START Exercise materials

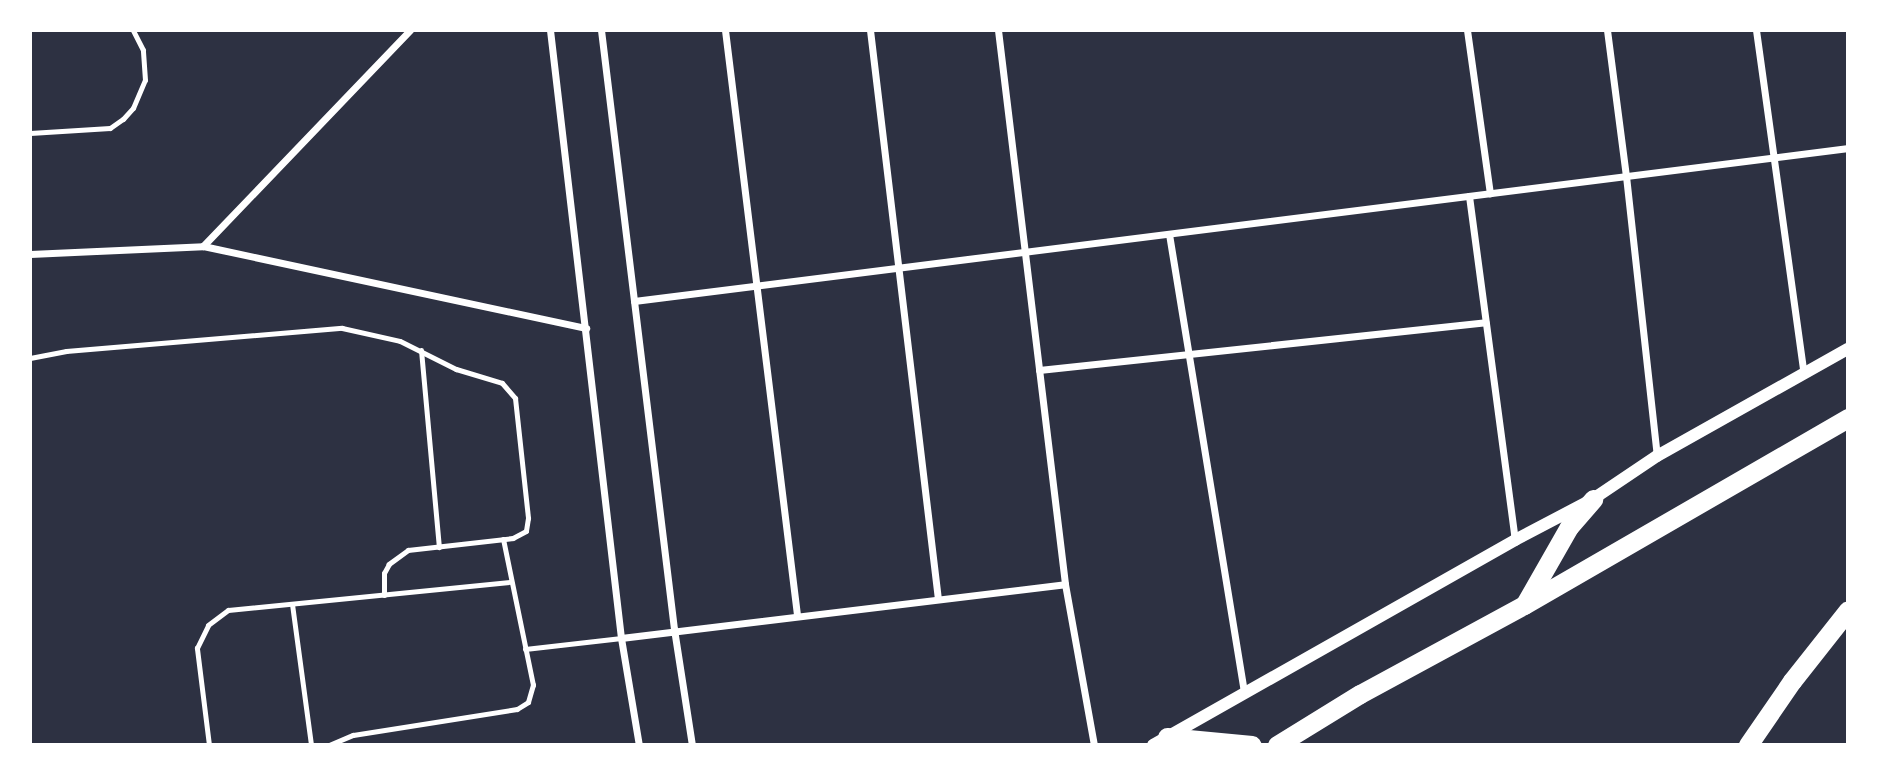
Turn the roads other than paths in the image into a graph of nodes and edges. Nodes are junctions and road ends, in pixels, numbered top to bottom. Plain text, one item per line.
1 (133, 30) edge
2 (410, 30) edge
3 (550, 30) edge
4 (601, 30) edge
5 (725, 30) edge
6 (870, 30) edge
7 (998, 30) edge
8 (1467, 30) edge
9 (1606, 30) edge
10 (1756, 30) edge
11 (30, 133) edge
12 (1848, 148) edge
13 (1774, 158) junction
14 (1626, 176) junction
15 (1490, 193) junction
16 (1469, 196) junction
17 (1169, 234) junction
18 (203, 246) junction
19 (1025, 251) junction
20 (30, 254) edge
21 (898, 267) junction
22 (757, 285) junction
23 (634, 300) junction
24 (1485, 322) junction
25 (586, 328) junction
26 (1848, 349) edge
27 (421, 350) junction
28 (1190, 354) junction
29 (30, 358) edge
30 (1039, 370) junction
31 (1804, 374) junction
32 (1848, 418) edge
33 (1657, 456) junction
34 (1593, 499) junction
35 (503, 539) junction
36 (1515, 540) junction
37 (439, 547) junction
38 (511, 582) junction
39 (1065, 584) junction
40 (384, 595) junction
41 (938, 599) junction
42 (292, 604) junction
43 (1524, 605) junction
44 (1848, 610) edge
45 (797, 615) junction
46 (674, 629) junction
47 (621, 638) junction
48 (525, 649) junction
49 (1244, 693) junction
50 (1160, 741) edge
51 (209, 745) edge
52 (311, 745) edge
53 (329, 745) edge
54 (639, 745) edge
55 (692, 745) edge
56 (1094, 745) edge
57 (1252, 745) edge
58 (1278, 745) edge
59 (1748, 745) edge

1 - 11 lane
2 - 18 street
3 - 25 street
4 - 23 street
5 - 22 street
6 - 21 street
7 - 19 street
8 - 15 street
9 - 14 street
10 - 13 street
12 - 13 street
13 - 14 street
13 - 31 street
14 - 15 street
14 - 33 street
15 - 16 street
16 - 17 street
16 - 24 street
17 - 19 street
17 - 28 street
18 - 20 street
18 - 25 street
19 - 21 street
19 - 30 street
21 - 22 street
21 - 41 street
22 - 23 street
22 - 45 street
23 - 46 street
24 - 28 street
24 - 36 street
25 - 47 street
26 - 31 street
27 - 29 lane
27 - 35 lane
27 - 37 lane
28 - 30 street
28 - 49 street
30 - 39 street
31 - 33 street
32 - 43 highway
33 - 34 street
34 - 36 street
34 - 43 highway
35 - 37 lane
35 - 38 lane
36 - 49 street
37 - 40 lane
38 - 40 lane
38 - 48 lane
39 - 41 street
39 - 56 street
40 - 42 lane
41 - 45 street
42 - 51 lane
42 - 52 lane
43 - 58 highway
44 - 59 highway
45 - 46 street
46 - 47 street
46 - 55 street
47 - 48 lane
47 - 54 street
48 - 53 lane
49 - 50 street
50 - 57 highway

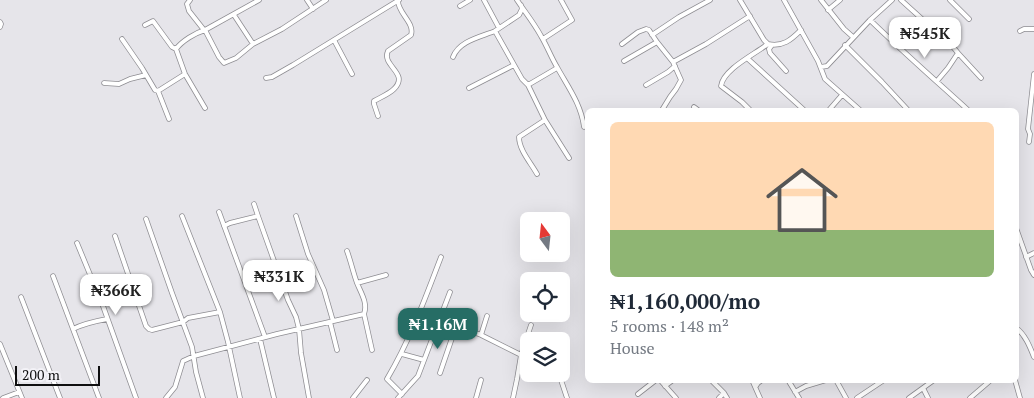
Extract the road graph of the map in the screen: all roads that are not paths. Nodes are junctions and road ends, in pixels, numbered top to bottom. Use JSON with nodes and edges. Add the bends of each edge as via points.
{"nodes":[{"id":1,"x":190,"y":0,"type":"edge"},
{"id":2,"x":259,"y":0,"type":"edge"},
{"id":3,"x":307,"y":0,"type":"edge"},
{"id":4,"x":326,"y":0,"type":"edge"},
{"id":5,"x":398,"y":0,"type":"edge"},
{"id":6,"x":470,"y":0,"type":"edge"},
{"id":7,"x":484,"y":0,"type":"edge"},
{"id":8,"x":517,"y":0,"type":"edge"},
{"id":9,"x":561,"y":0,"type":"edge"},
{"id":10,"x":710,"y":0,"type":"edge"},
{"id":11,"x":740,"y":0,"type":"edge"},
{"id":12,"x":784,"y":0,"type":"edge"},
{"id":13,"x":821,"y":0,"type":"edge"},
{"id":14,"x":840,"y":0,"type":"edge"},
{"id":15,"x":892,"y":0,"type":"edge"},
{"id":16,"x":901,"y":0,"type":"edge"},
{"id":17,"x":950,"y":0,"type":"edge"},
{"id":18,"x":460,"y":6,"type":"dead end"},
{"id":19,"x":521,"y":6,"type":"junction"},
{"id":20,"x":313,"y":9,"type":"junction"},
{"id":21,"x":828,"y":10,"type":"junction"},
{"id":22,"x":234,"y":14,"type":"junction"},
{"id":23,"x":750,"y":16,"type":"junction"},
{"id":24,"x":969,"y":19,"type":"dead end"},
{"id":25,"x":870,"y":20,"type":"junction"},
{"id":26,"x":0,"y":22,"type":"edge"},
{"id":27,"x":145,"y":26,"type":"dead end"},
{"id":28,"x":0,"y":27,"type":"edge"},
{"id":29,"x":497,"y":29,"type":"junction"},
{"id":30,"x":1034,"y":29,"type":"edge"},
{"id":31,"x":204,"y":30,"type":"junction"},
{"id":32,"x":801,"y":30,"type":"junction"},
{"id":33,"x":1020,"y":31,"type":"dead end"},
{"id":34,"x":652,"y":35,"type":"junction"},
{"id":35,"x":853,"y":37,"type":"junction"},
{"id":36,"x":122,"y":38,"type":"dead end"},
{"id":37,"x":543,"y":39,"type":"junction"},
{"id":38,"x":334,"y":40,"type":"junction"},
{"id":39,"x":657,"y":42,"type":"junction"},
{"id":40,"x":253,"y":44,"type":"junction"},
{"id":41,"x":622,"y":44,"type":"dead end"},
{"id":42,"x":770,"y":45,"type":"junction"},
{"id":43,"x":845,"y":46,"type":"junction"},
{"id":44,"x":176,"y":49,"type":"junction"},
{"id":45,"x":958,"y":53,"type":"junction"},
{"id":46,"x":453,"y":57,"type":"dead end"},
{"id":47,"x":748,"y":59,"type":"junction"},
{"id":48,"x":624,"y":61,"type":"dead end"},
{"id":49,"x":674,"y":64,"type":"junction"},
{"id":50,"x":514,"y":65,"type":"junction"},
{"id":51,"x":820,"y":67,"type":"junction"},
{"id":52,"x":557,"y":68,"type":"junction"},
{"id":53,"x":786,"y":71,"type":"dead end"},
{"id":54,"x":185,"y":74,"type":"junction"},
{"id":55,"x":352,"y":74,"type":"dead end"},
{"id":56,"x":1034,"y":74,"type":"edge"},
{"id":57,"x":146,"y":75,"type":"junction"},
{"id":58,"x":266,"y":78,"type":"dead end"},
{"id":59,"x":981,"y":78,"type":"dead end"},
{"id":60,"x":937,"y":82,"type":"junction"},
{"id":61,"x":104,"y":83,"type":"dead end"},
{"id":62,"x":1034,"y":83,"type":"edge"},
{"id":63,"x":528,"y":85,"type":"junction"},
{"id":64,"x":646,"y":86,"type":"dead end"},
{"id":65,"x":469,"y":88,"type":"dead end"},
{"id":66,"x":158,"y":91,"type":"junction"},
{"id":67,"x":842,"y":94,"type":"junction"},
{"id":68,"x":205,"y":108,"type":"dead end"},
{"id":69,"x":663,"y":108,"type":"edge"},
{"id":70,"x":748,"y":108,"type":"edge"},
{"id":71,"x":802,"y":108,"type":"edge"},
{"id":72,"x":831,"y":108,"type":"edge"},
{"id":73,"x":858,"y":108,"type":"edge"},
{"id":74,"x":906,"y":108,"type":"edge"},
{"id":75,"x":966,"y":108,"type":"edge"},
{"id":76,"x":378,"y":116,"type":"dead end"},
{"id":77,"x":169,"y":119,"type":"dead end"},
{"id":78,"x":545,"y":120,"type":"junction"},
{"id":79,"x":584,"y":127,"type":"dead end"},
{"id":80,"x":1029,"y":142,"type":"dead end"},
{"id":81,"x":569,"y":158,"type":"dead end"},
{"id":82,"x":537,"y":174,"type":"dead end"},
{"id":83,"x":254,"y":204,"type":"dead end"},
{"id":84,"x":219,"y":212,"type":"dead end"},
{"id":85,"x":182,"y":216,"type":"dead end"},
{"id":86,"x":258,"y":216,"type":"junction"},
{"id":87,"x":296,"y":216,"type":"dead end"},
{"id":88,"x":146,"y":219,"type":"dead end"},
{"id":89,"x":224,"y":226,"type":"junction"},
{"id":90,"x":115,"y":236,"type":"dead end"},
{"id":91,"x":1019,"y":237,"type":"edge"},
{"id":92,"x":77,"y":243,"type":"dead end"},
{"id":93,"x":347,"y":251,"type":"dead end"},
{"id":94,"x":1034,"y":253,"type":"edge"},
{"id":95,"x":441,"y":257,"type":"dead end"},
{"id":96,"x":1026,"y":257,"type":"junction"},
{"id":97,"x":386,"y":275,"type":"dead end"},
{"id":98,"x":1034,"y":275,"type":"edge"},
{"id":99,"x":54,"y":276,"type":"dead end"},
{"id":100,"x":357,"y":283,"type":"junction"},
{"id":101,"x":450,"y":292,"type":"dead end"},
{"id":102,"x":21,"y":297,"type":"dead end"},
{"id":103,"x":220,"y":312,"type":"junction"},
{"id":104,"x":364,"y":314,"type":"junction"},
{"id":105,"x":487,"y":316,"type":"dead end"},
{"id":106,"x":440,"y":318,"type":"junction"},
{"id":107,"x":107,"y":319,"type":"junction"},
{"id":108,"x":417,"y":320,"type":"junction"},
{"id":109,"x":331,"y":321,"type":"junction"},
{"id":110,"x":183,"y":322,"type":"junction"},
{"id":111,"x":531,"y":325,"type":"dead end"},
{"id":112,"x":436,"y":327,"type":"junction"},
{"id":113,"x":460,"y":327,"type":"junction"},
{"id":114,"x":72,"y":329,"type":"junction"},
{"id":115,"x":299,"y":329,"type":"junction"},
{"id":116,"x":1019,"y":330,"type":"edge"},
{"id":117,"x":529,"y":332,"type":"edge"},
{"id":118,"x":481,"y":335,"type":"junction"},
{"id":119,"x":262,"y":338,"type":"junction"},
{"id":120,"x":0,"y":344,"type":"edge"},
{"id":121,"x":228,"y":346,"type":"junction"},
{"id":122,"x":337,"y":350,"type":"dead end"},
{"id":123,"x":372,"y":350,"type":"dead end"},
{"id":124,"x":402,"y":354,"type":"junction"},
{"id":125,"x":520,"y":355,"type":"edge"},
{"id":126,"x":194,"y":356,"type":"junction"},
{"id":127,"x":1034,"y":357,"type":"edge"},
{"id":128,"x":424,"y":360,"type":"junction"},
{"id":129,"x":7,"y":361,"type":"junction"},
{"id":130,"x":0,"y":363,"type":"edge"},
{"id":131,"x":520,"y":364,"type":"edge"},
{"id":132,"x":440,"y":373,"type":"dead end"},
{"id":133,"x":367,"y":380,"type":"dead end"},
{"id":134,"x":481,"y":380,"type":"dead end"},
{"id":135,"x":562,"y":382,"type":"edge"},
{"id":136,"x":652,"y":383,"type":"edge"},
{"id":137,"x":662,"y":383,"type":"edge"},
{"id":138,"x":669,"y":383,"type":"edge"},
{"id":139,"x":714,"y":383,"type":"edge"},
{"id":140,"x":754,"y":383,"type":"edge"},
{"id":141,"x":758,"y":383,"type":"edge"},
{"id":142,"x":790,"y":383,"type":"edge"},
{"id":143,"x":816,"y":383,"type":"edge"},
{"id":144,"x":838,"y":383,"type":"edge"},
{"id":145,"x":876,"y":383,"type":"edge"},
{"id":146,"x":930,"y":383,"type":"edge"},
{"id":147,"x":988,"y":383,"type":"edge"},
{"id":148,"x":1016,"y":383,"type":"edge"},
{"id":149,"x":665,"y":386,"type":"junction"},
{"id":150,"x":756,"y":386,"type":"junction"},
{"id":151,"x":923,"y":388,"type":"junction"},
{"id":152,"x":19,"y":392,"type":"junction"},
{"id":153,"x":795,"y":392,"type":"junction"},
{"id":154,"x":724,"y":393,"type":"junction"},
{"id":155,"x":402,"y":394,"type":"junction"},
{"id":156,"x":638,"y":394,"type":"dead end"},
{"id":157,"x":3,"y":398,"type":"edge"},
{"id":158,"x":22,"y":398,"type":"edge"},
{"id":159,"x":60,"y":398,"type":"edge"},
{"id":160,"x":99,"y":398,"type":"edge"},
{"id":161,"x":136,"y":398,"type":"edge"},
{"id":162,"x":166,"y":398,"type":"edge"},
{"id":163,"x":203,"y":398,"type":"edge"},
{"id":164,"x":240,"y":398,"type":"edge"},
{"id":165,"x":274,"y":398,"type":"edge"},
{"id":166,"x":309,"y":398,"type":"edge"},
{"id":167,"x":353,"y":398,"type":"edge"},
{"id":168,"x":398,"y":398,"type":"edge"},
{"id":169,"x":476,"y":398,"type":"edge"},
{"id":170,"x":513,"y":398,"type":"edge"},
{"id":171,"x":567,"y":398,"type":"edge"},
{"id":172,"x":676,"y":398,"type":"edge"},
{"id":173,"x":720,"y":398,"type":"edge"},
{"id":174,"x":727,"y":398,"type":"edge"},
{"id":175,"x":760,"y":398,"type":"edge"},
{"id":176,"x":799,"y":398,"type":"edge"},
{"id":177,"x":846,"y":398,"type":"edge"},
{"id":178,"x":857,"y":398,"type":"edge"},
{"id":179,"x":910,"y":398,"type":"edge"},
{"id":180,"x":928,"y":398,"type":"edge"},
{"id":181,"x":970,"y":398,"type":"edge"},
{"id":182,"x":1020,"y":398,"type":"edge"}],
"edges":[{"from":1,"to":31,"type":"street","via":[[187,4],[189,11]]},
{"from":2,"to":22,"type":"street"},
{"from":3,"to":20,"type":"street"},
{"from":4,"to":20,"type":"street"},
{"from":5,"to":38,"type":"street"},
{"from":5,"to":76,"type":"street","via":[[398,7],[412,33],[388,51],[388,60],[400,80],[391,92],[374,101]]},
{"from":6,"to":18,"type":"street"},
{"from":7,"to":29,"type":"street"},
{"from":8,"to":19,"type":"street"},
{"from":9,"to":37,"type":"street","via":[[572,20]]},
{"from":10,"to":34,"type":"street"},
{"from":11,"to":23,"type":"street"},
{"from":12,"to":32,"type":"street"},
{"from":13,"to":21,"type":"street"},
{"from":14,"to":21,"type":"street"},
{"from":15,"to":25,"type":"street"},
{"from":16,"to":45,"type":"street"},
{"from":17,"to":24,"type":"street"},
{"from":19,"to":29,"type":"street","via":[[519,15]]},
{"from":19,"to":37,"type":"street"},
{"from":20,"to":40,"type":"street"},
{"from":21,"to":35,"type":"street"},
{"from":22,"to":31,"type":"street"},
{"from":22,"to":40,"type":"street"},
{"from":23,"to":42,"type":"street"},
{"from":23,"to":49,"type":"street"},
{"from":25,"to":35,"type":"street"},
{"from":25,"to":60,"type":"street"},
{"from":26,"to":28,"type":"street"},
{"from":27,"to":44,"type":"street","via":[[153,21],[165,40]]},
{"from":29,"to":46,"type":"street","via":[[468,41]]},
{"from":29,"to":50,"type":"street"},
{"from":30,"to":33,"type":"street"},
{"from":31,"to":40,"type":"street","via":[[224,63]]},
{"from":31,"to":44,"type":"street"},
{"from":32,"to":42,"type":"street","via":[[782,44]]},
{"from":32,"to":51,"type":"street"},
{"from":34,"to":39,"type":"street"},
{"from":34,"to":41,"type":"street","via":[[646,29]]},
{"from":35,"to":43,"type":"street"},
{"from":36,"to":57,"type":"street"},
{"from":37,"to":52,"type":"street"},
{"from":38,"to":55,"type":"street"},
{"from":38,"to":58,"type":"street"},
{"from":39,"to":48,"type":"street"},
{"from":39,"to":49,"type":"street"},
{"from":42,"to":47,"type":"street"},
{"from":42,"to":53,"type":"street","via":[[770,53]]},
{"from":43,"to":51,"type":"street","via":[[827,66]]},
{"from":43,"to":74,"type":"street"},
{"from":44,"to":54,"type":"street"},
{"from":45,"to":59,"type":"street"},
{"from":45,"to":60,"type":"street"},
{"from":47,"to":70,"type":"street","via":[[729,71],[720,84]]},
{"from":47,"to":71,"type":"street"},
{"from":49,"to":64,"type":"street","via":[[668,72]]},
{"from":49,"to":69,"type":"street","via":[[680,83]]},
{"from":50,"to":63,"type":"street"},
{"from":50,"to":65,"type":"street"},
{"from":51,"to":67,"type":"street","via":[[825,79]]},
{"from":52,"to":63,"type":"street"},
{"from":52,"to":79,"type":"street","via":[[578,104]]},
{"from":54,"to":66,"type":"street"},
{"from":54,"to":68,"type":"street"},
{"from":56,"to":62,"type":"street"},
{"from":57,"to":61,"type":"street","via":[[119,84]]},
{"from":57,"to":66,"type":"street"},
{"from":60,"to":75,"type":"street"},
{"from":62,"to":80,"type":"street"},
{"from":63,"to":78,"type":"street"},
{"from":66,"to":77,"type":"street"},
{"from":67,"to":72,"type":"street"},
{"from":67,"to":73,"type":"street"},
{"from":78,"to":81,"type":"street"},
{"from":78,"to":82,"type":"street","via":[[519,137]]},
{"from":83,"to":86,"type":"street"},
{"from":84,"to":89,"type":"street"},
{"from":85,"to":103,"type":"street"},
{"from":86,"to":89,"type":"street"},
{"from":86,"to":115,"type":"street"},
{"from":87,"to":109,"type":"street","via":[[324,290]]},
{"from":88,"to":110,"type":"street"},
{"from":89,"to":119,"type":"street"},
{"from":90,"to":110,"type":"street","via":[[147,328],[152,330]]},
{"from":91,"to":96,"type":"street"},
{"from":92,"to":107,"type":"street"},
{"from":93,"to":100,"type":"street"},
{"from":94,"to":96,"type":"street"},
{"from":95,"to":108,"type":"street"},
{"from":96,"to":98,"type":"street"},
{"from":97,"to":100,"type":"street"},
{"from":99,"to":114,"type":"street"},
{"from":100,"to":104,"type":"street","via":[[364,300]]},
{"from":101,"to":106,"type":"street"},
{"from":102,"to":159,"type":"street"},
{"from":103,"to":110,"type":"street","via":[[188,318]]},
{"from":103,"to":121,"type":"street"},
{"from":104,"to":109,"type":"street"},
{"from":104,"to":123,"type":"street"},
{"from":105,"to":118,"type":"street"},
{"from":106,"to":112,"type":"street"},
{"from":106,"to":113,"type":"street"},
{"from":107,"to":114,"type":"street"},
{"from":107,"to":161,"type":"street"},
{"from":108,"to":112,"type":"street"},
{"from":108,"to":124,"type":"street"},
{"from":109,"to":115,"type":"street"},
{"from":109,"to":122,"type":"street"},
{"from":110,"to":126,"type":"street"},
{"from":111,"to":117,"type":"street"},
{"from":112,"to":128,"type":"street"},
{"from":113,"to":118,"type":"street"},
{"from":113,"to":132,"type":"street","via":[[452,338]]},
{"from":114,"to":160,"type":"street"},
{"from":115,"to":119,"type":"street"},
{"from":115,"to":166,"type":"street"},
{"from":116,"to":127,"type":"street"},
{"from":118,"to":125,"type":"street"},
{"from":119,"to":121,"type":"street"},
{"from":119,"to":165,"type":"street"},
{"from":120,"to":129,"type":"street"},
{"from":121,"to":126,"type":"street"},
{"from":121,"to":164,"type":"street"},
{"from":124,"to":128,"type":"street"},
{"from":124,"to":155,"type":"street","via":[[387,379]]},
{"from":126,"to":162,"type":"street","via":[[183,361],[175,386]]},
{"from":126,"to":163,"type":"street"},
{"from":128,"to":155,"type":"street","via":[[418,376]]},
{"from":129,"to":130,"type":"street"},
{"from":129,"to":152,"type":"street"},
{"from":131,"to":170,"type":"street"},
{"from":133,"to":167,"type":"street"},
{"from":134,"to":169,"type":"street"},
{"from":135,"to":171,"type":"street"},
{"from":136,"to":156,"type":"street"},
{"from":137,"to":149,"type":"street"},
{"from":138,"to":149,"type":"street"},
{"from":139,"to":154,"type":"street"},
{"from":140,"to":150,"type":"street"},
{"from":141,"to":150,"type":"street"},
{"from":142,"to":153,"type":"street"},
{"from":143,"to":153,"type":"street"},
{"from":144,"to":177,"type":"street"},
{"from":145,"to":178,"type":"street"},
{"from":146,"to":151,"type":"street"},
{"from":147,"to":181,"type":"street"},
{"from":148,"to":182,"type":"street"},
{"from":149,"to":172,"type":"street"},
{"from":150,"to":175,"type":"street"},
{"from":151,"to":179,"type":"street"},
{"from":151,"to":180,"type":"street"},
{"from":152,"to":157,"type":"street"},
{"from":152,"to":158,"type":"street"},
{"from":153,"to":176,"type":"street"},
{"from":154,"to":173,"type":"street"},
{"from":154,"to":174,"type":"street"},
{"from":155,"to":168,"type":"street"}]}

END Exercise materials

In the entries above, which lines hold the word "nodes"? Copy them out.

§ The answer:
Turn the roads other than paths in the image into a graph of nodes and edges. Nodes are junctions and road ends, in pixels, numbered top to bottom. Plain text, one item per line.
Extract the road graph of the map in the screen: all roads that are not paths. Nodes are junctions and road ends, in pixels, numbered top to bottom. Use JSON with nodes and edges. Add the bends of each edge as via points.
{"nodes":[{"id":1,"x":190,"y":0,"type":"edge"},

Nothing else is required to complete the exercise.